=== Section Start ===

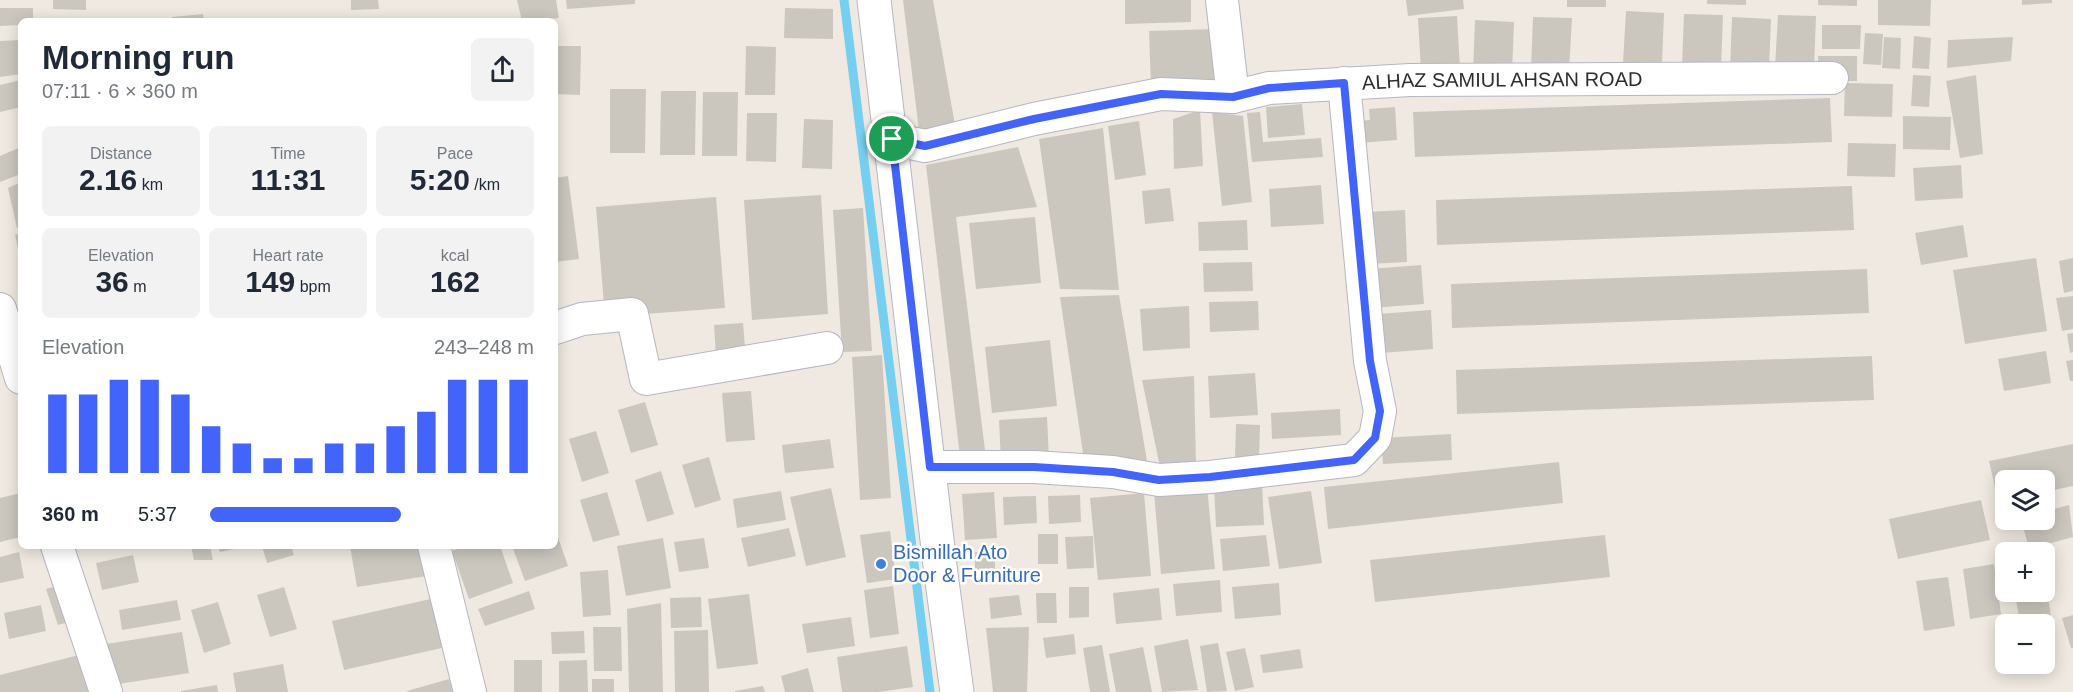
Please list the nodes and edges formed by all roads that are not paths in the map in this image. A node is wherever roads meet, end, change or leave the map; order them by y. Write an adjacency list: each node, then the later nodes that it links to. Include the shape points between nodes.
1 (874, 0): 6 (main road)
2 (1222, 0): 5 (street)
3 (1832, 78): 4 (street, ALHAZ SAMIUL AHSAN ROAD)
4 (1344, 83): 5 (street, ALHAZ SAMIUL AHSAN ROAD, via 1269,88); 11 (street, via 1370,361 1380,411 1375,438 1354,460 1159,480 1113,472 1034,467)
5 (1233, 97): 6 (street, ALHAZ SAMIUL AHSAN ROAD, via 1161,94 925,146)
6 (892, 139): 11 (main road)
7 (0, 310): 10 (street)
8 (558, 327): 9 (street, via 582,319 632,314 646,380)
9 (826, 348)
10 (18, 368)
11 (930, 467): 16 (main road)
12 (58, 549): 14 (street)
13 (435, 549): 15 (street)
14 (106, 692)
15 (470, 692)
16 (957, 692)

=== Section End ===
=== Section Start ===

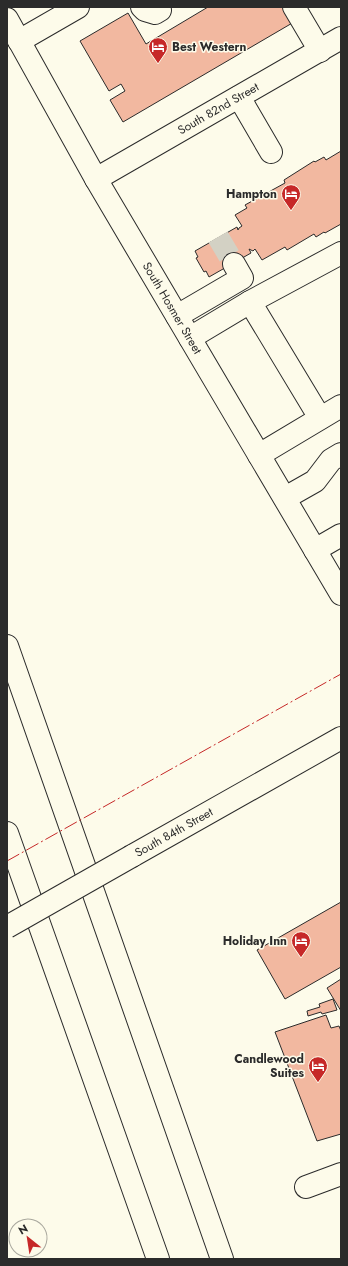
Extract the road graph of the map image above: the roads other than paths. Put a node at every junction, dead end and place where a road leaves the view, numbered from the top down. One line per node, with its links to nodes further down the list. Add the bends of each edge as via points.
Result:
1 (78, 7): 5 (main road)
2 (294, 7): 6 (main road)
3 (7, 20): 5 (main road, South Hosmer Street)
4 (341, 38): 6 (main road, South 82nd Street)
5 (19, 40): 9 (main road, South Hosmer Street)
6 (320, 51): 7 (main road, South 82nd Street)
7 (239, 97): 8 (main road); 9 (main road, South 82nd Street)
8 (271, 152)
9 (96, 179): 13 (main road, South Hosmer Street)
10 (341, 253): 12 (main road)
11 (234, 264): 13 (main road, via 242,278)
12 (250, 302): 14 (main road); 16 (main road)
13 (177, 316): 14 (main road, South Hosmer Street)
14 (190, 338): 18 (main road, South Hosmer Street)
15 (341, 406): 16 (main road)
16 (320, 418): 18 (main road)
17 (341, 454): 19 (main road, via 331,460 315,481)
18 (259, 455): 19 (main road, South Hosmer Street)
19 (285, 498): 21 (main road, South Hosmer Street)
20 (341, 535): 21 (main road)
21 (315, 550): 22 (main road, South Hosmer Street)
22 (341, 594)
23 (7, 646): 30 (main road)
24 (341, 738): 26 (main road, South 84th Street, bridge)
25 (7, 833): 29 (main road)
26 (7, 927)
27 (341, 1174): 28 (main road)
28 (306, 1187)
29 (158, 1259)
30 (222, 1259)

=== Section End ===
=== Section Start ===

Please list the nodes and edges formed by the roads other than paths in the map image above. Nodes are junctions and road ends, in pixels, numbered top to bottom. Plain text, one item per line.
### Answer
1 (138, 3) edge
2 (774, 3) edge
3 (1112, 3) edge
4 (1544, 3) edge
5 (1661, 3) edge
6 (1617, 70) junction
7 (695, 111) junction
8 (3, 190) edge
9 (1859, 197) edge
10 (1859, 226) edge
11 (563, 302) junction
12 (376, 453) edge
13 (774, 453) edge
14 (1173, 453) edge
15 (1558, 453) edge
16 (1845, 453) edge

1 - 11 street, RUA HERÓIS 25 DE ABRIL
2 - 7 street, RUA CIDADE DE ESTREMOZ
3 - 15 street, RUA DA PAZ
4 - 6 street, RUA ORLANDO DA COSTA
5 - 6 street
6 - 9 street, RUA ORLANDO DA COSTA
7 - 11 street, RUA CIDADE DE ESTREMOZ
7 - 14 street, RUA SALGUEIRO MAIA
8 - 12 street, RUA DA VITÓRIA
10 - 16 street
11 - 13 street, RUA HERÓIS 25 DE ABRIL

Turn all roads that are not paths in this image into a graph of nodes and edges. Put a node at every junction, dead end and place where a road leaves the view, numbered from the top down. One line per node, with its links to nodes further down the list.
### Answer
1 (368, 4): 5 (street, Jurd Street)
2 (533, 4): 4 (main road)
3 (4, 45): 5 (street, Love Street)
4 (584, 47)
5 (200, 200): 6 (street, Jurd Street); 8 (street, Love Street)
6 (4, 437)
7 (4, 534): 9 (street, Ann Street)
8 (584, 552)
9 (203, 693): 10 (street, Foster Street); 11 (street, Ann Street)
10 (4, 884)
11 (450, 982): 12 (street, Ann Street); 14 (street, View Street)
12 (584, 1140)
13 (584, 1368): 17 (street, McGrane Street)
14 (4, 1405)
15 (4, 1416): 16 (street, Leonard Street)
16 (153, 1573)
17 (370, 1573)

=== Section End ===

=== What this task involves ===
The word "other" is the filter: copy every line of the listing above that contains it.

=== Finished task ===
Extract the road graph of the map image above: the roads other than paths. Put a node at every junction, dead end and place where a road leaves the view, numbered from the top down. One line per node, with its links to nodes further down the list. Add the bends of each edge as via points.
Please list the nodes and edges formed by the roads other than paths in the map image above. Nodes are junctions and road ends, in pixels, numbered top to bottom. Plain text, one item per line.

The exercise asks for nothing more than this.